I found my way to the free water bottles. A nurse smiled, handed me a bottle of water, and apologized for it being a bit warm. I didn’t care. A river of sweat flowed between my boobs and my butt crack. Based on the number of people I saw wiping their brows, I knew I wasn’t the only one who was hot. I needed to stay hydrated.
We hadn’t come for the kids’ activities, the face painting, the band, or the food.
We were there to celebrate loved ones who had passed away.
We were there for the short program followed by the release of 1,000 monarch butterflies.
When it was time for my dad to fly away, he did so gracefully and quietly late one April evening. He had only been in hospice care less than 48 hours.

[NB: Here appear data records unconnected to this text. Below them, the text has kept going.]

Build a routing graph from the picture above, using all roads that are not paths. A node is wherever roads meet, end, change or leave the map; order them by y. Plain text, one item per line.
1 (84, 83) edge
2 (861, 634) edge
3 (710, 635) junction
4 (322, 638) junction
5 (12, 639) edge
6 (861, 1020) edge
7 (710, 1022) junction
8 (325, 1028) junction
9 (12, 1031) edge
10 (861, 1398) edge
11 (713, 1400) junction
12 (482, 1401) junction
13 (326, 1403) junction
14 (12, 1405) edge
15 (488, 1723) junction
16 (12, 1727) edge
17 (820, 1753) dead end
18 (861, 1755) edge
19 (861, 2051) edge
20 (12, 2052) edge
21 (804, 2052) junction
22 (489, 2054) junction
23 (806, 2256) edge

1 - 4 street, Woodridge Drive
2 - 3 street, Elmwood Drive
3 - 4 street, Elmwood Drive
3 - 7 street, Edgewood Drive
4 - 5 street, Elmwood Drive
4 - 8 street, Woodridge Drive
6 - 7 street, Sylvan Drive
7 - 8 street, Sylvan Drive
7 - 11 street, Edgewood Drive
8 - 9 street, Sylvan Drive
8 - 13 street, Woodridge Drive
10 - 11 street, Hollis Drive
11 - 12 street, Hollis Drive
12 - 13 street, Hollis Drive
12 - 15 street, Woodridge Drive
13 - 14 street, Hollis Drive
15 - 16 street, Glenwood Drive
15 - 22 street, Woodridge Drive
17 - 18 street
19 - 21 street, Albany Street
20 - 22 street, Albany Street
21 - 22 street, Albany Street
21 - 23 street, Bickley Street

Just like that, he was gone.
I’m thankful hospice nurses were there with my mom that evening after family and friends had gone home. I’m grateful they were able to keep my dad comfortable until the end. As far as I'm concerned, they're angels on earth.

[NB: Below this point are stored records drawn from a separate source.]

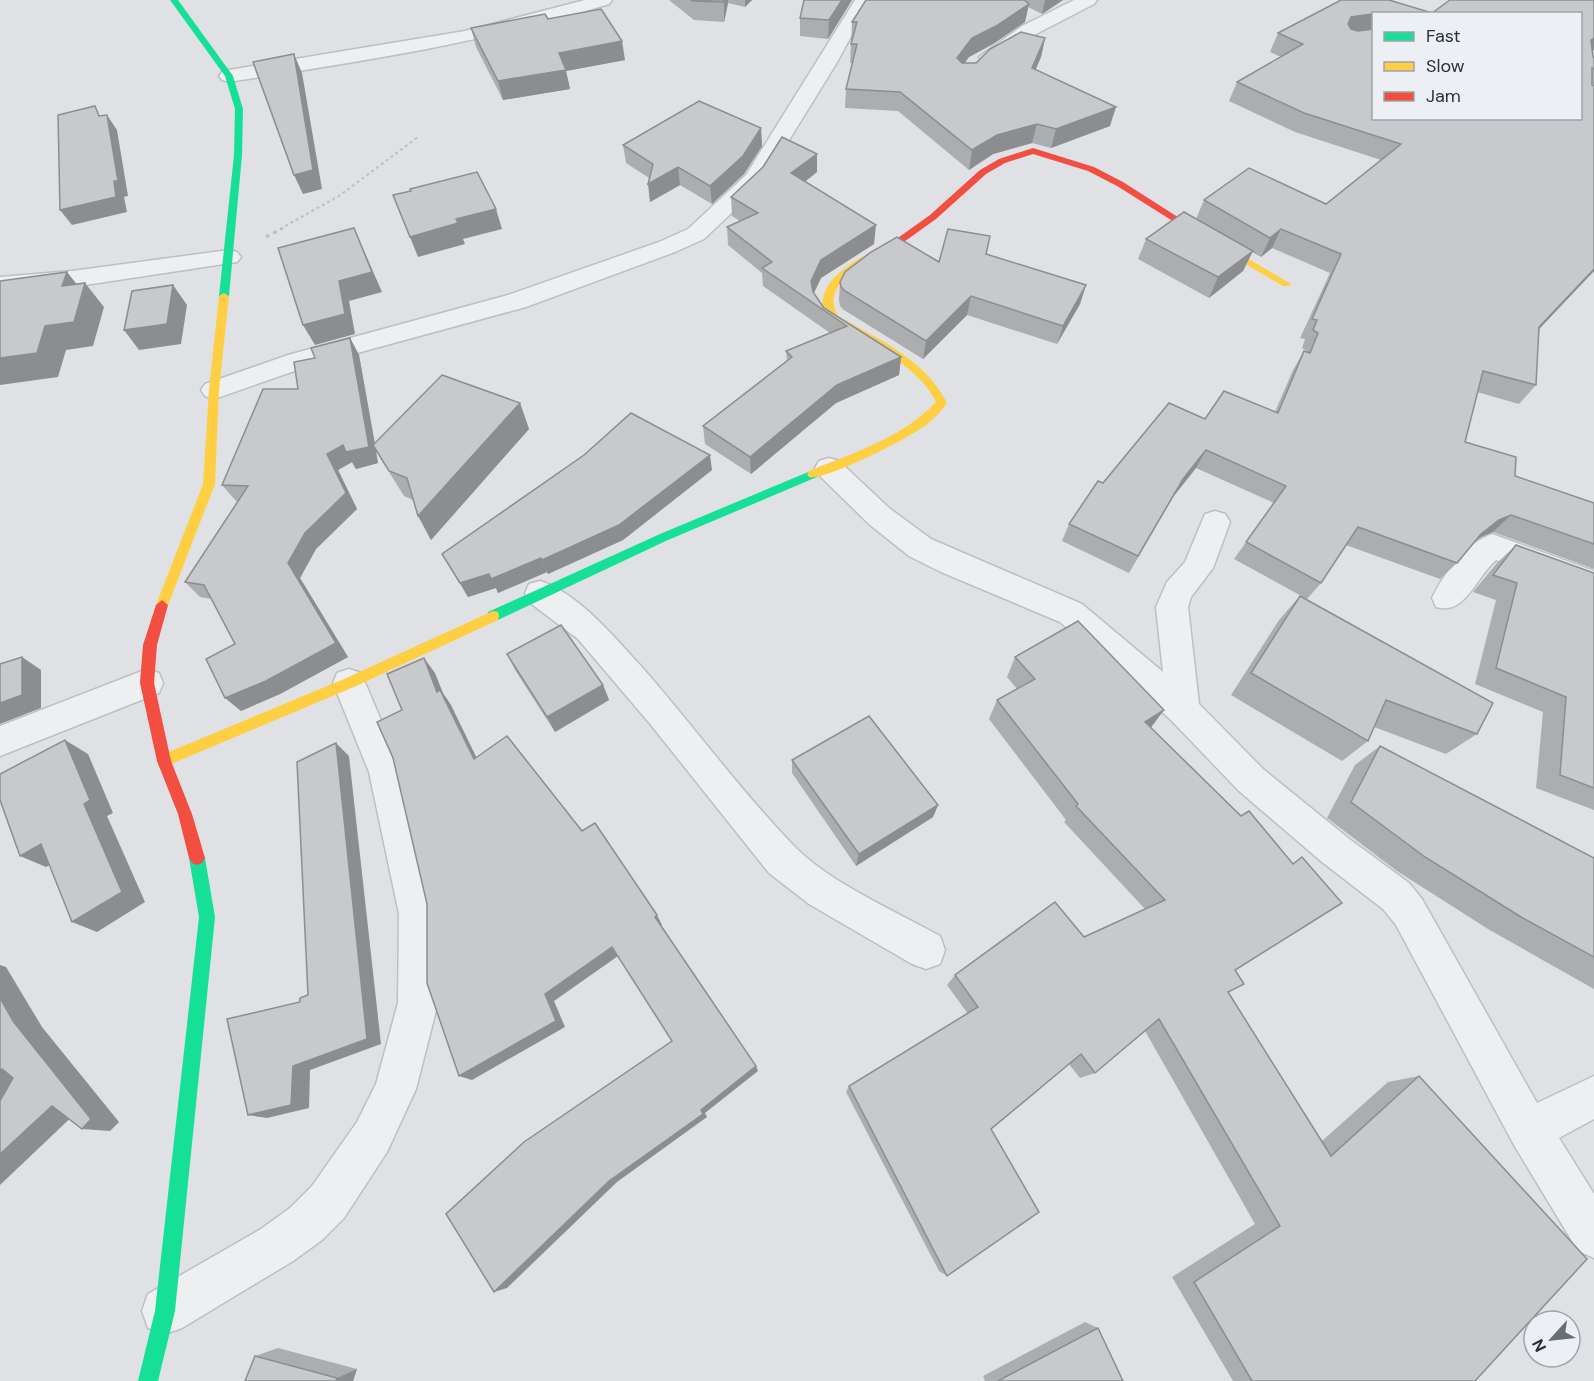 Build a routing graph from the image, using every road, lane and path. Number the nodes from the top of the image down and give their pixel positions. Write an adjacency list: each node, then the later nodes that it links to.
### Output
1 (174, 0): 6 (street)
2 (603, 0): 6 (street)
3 (865, 0): 11 (street)
4 (1088, 0): 5 (street)
5 (972, 69)
6 (230, 76): 8 (street)
7 (418, 137): 8 (path)
8 (229, 257): 10 (street); 11 (street)
9 (1286, 284): 12 (street)
10 (0, 285)
11 (214, 390): 17 (street)
12 (829, 468): 15 (street); 19 (street)
13 (1215, 522): 19 (street)
14 (1594, 584): 16 (street)
15 (540, 593): 18 (street); 22 (street)
16 (1447, 598)
17 (147, 683): 20 (street); 21 (street)
18 (349, 683): 21 (street); 26 (street)
19 (1183, 710): 24 (street)
20 (0, 741)
21 (164, 761): 26 (street)
22 (926, 950)
23 (1594, 1097): 24 (street)
24 (1528, 1131): 25 (street)
25 (1594, 1234)
26 (165, 1311): 27 (street)
27 (148, 1381)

Our family donated to this fundraiser so a butterfly would be dedicated and released in my dad’s memory. His name would also appear on a banner along with others who were being honored or memorialized.
I thought the event might be beautiful and painful and freeing and emotional. I thought I might feel happy and sad.
I was right.
A woman read a poem about grief and support. We observed a moment of silence for all of the people in the amphitheater who were gathered together and all of those who weren’t able to be with us.

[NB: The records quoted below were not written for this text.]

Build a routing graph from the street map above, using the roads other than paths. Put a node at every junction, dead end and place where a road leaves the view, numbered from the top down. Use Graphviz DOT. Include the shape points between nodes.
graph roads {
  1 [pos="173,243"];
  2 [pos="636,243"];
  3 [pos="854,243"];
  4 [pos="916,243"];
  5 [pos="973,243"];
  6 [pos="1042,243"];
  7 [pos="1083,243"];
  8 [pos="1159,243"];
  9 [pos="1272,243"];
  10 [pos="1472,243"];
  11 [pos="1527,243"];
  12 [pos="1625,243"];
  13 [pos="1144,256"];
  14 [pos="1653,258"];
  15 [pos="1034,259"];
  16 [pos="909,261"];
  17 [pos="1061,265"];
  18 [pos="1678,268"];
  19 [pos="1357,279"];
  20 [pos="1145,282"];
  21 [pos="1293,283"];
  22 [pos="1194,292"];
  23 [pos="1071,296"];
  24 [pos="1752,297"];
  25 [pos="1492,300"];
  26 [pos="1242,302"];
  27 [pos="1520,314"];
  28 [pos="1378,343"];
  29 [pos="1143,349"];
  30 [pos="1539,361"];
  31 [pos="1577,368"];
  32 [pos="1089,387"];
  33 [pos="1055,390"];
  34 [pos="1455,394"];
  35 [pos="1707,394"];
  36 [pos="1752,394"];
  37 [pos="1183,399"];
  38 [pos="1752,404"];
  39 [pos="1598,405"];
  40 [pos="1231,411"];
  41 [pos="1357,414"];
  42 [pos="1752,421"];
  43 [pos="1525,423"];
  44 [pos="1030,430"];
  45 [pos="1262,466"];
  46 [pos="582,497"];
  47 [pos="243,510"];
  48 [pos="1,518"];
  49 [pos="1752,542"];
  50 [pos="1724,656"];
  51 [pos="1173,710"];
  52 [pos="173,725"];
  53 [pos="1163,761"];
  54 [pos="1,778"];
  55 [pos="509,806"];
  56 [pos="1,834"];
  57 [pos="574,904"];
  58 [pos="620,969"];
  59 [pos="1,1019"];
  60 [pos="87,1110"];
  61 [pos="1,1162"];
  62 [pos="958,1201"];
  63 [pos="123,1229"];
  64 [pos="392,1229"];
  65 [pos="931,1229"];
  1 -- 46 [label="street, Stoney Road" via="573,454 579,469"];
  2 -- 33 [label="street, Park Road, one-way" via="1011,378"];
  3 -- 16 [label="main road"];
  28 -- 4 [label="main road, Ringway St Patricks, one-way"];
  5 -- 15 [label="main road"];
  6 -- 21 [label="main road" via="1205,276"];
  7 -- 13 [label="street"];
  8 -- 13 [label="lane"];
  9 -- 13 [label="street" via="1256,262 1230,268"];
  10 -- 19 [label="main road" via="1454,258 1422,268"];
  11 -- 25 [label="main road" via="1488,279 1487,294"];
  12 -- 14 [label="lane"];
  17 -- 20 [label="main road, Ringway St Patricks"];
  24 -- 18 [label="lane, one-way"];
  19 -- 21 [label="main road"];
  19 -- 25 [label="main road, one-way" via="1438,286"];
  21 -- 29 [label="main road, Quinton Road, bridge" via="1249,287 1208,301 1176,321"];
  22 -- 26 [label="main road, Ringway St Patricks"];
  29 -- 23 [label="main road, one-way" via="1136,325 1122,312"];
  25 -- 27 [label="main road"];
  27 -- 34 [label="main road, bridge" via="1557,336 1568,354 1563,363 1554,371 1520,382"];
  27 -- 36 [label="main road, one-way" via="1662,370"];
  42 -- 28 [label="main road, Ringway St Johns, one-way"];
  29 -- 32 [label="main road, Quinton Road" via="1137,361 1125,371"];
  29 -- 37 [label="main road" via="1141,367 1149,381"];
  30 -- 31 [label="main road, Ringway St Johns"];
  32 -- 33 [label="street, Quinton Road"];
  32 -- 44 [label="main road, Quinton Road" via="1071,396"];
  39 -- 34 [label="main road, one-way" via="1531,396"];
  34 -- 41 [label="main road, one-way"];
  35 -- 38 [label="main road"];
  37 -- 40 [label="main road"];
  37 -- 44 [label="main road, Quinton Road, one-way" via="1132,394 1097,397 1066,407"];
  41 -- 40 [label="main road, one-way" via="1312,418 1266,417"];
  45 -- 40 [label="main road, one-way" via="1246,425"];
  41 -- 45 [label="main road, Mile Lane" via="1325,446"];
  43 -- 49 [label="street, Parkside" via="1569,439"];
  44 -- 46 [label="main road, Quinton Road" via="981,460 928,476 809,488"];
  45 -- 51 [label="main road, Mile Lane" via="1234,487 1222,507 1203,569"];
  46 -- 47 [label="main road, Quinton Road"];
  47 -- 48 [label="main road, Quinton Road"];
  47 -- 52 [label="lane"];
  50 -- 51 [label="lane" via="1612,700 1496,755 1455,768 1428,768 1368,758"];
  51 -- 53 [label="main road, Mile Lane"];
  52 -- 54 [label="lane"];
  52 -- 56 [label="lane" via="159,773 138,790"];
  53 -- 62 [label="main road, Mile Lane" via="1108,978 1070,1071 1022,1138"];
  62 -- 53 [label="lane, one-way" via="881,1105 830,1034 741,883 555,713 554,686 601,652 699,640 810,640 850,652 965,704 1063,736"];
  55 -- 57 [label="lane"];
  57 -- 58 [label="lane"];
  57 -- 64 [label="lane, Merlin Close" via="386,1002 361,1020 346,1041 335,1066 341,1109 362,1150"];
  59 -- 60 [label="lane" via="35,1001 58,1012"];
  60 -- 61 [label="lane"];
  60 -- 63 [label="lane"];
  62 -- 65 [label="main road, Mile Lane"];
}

Then 1,000 monarch butterflies were released into the big blue sky.
One landed on a little boy who sat in front of us. “There’s a butterfly on your head,” I told him. He looked my way and I repeated my words. He looked at me in disbelief. “Yes, you!” I said, pointing at his head.
A butterfly landed on the tip of a woman's nose while she petted her dog several rows below us.
I thought about one of the songs we sang at my dad’s funeral, "I'll Fly Away." It was the same song we sang at my uncle’s funeral more than twenty years ago. It’s one of my favorites.
I'll fly away, oh glory
I'll fly away in the morning
When I die, Hallelujah by and by
I'll fly away
Suddenly a woman behind me tapped my shoulder and said there was a butterfly near. She pointed at my mom.
“There’s a butterfly in your hair, Mom,” I said. But she had already known it. She had felt it. And she could feel it moving as it opened and closed its wings. It almost looked like the butterfly was trying to whisper into her ear.
In addition to the stream of sweat still flowing between my boobs, now my tears were flowing, too.
We took several pictures of the beautiful monarch butterfly. I handed my phone to a few people behind us, and they took pictures also. My mom moved her head different directions so we could take multiple pictures. The sun was so bright at times that we didn’t know if we were getting any good shots.
Besides moving its wings, the butterfly wasn't going anywhere. It seemed perfectly content to stay with my mom.
“What kind of hairspray does she use?” an elderly lady in a wheelchair asked. A few people near her laughed.
“I don’t think she uses any hairspray,” I smiled. “My dad died four months ago today, and this is the first time we’ve been here,” I explained.
“I’m sorry,” she said. “It’s hard, isn't it? I’ve been here every year, and I've never seen a butterfly hang around so long. That's a good thing," she said. Her voice was calm and caring as it trailed off.
The woman said her young grandkids associate butterflies with some of their family who have passed away. I told her I understood.
Most of the crowd had filed out, and still we sat in the amphitheater under the beating sun with the butterfly in my mom's hair. Finally we thought it was time to stand up and walk towards the dedication station, so we could find my dad's name on the banner along with others who were being remembered and honored.
We couldn’t believe it.
As we walked along the venue, the sun shone brightly overhead and the river moved effortlessly below. I glanced at my mom and noticed that the butterfly must have taken flight. I didn’t see it leave. I don’t think she did, either.
It flew gracefully and quietly into the big bright world. It must have been time to go.
Just like that, the butterfly was gone.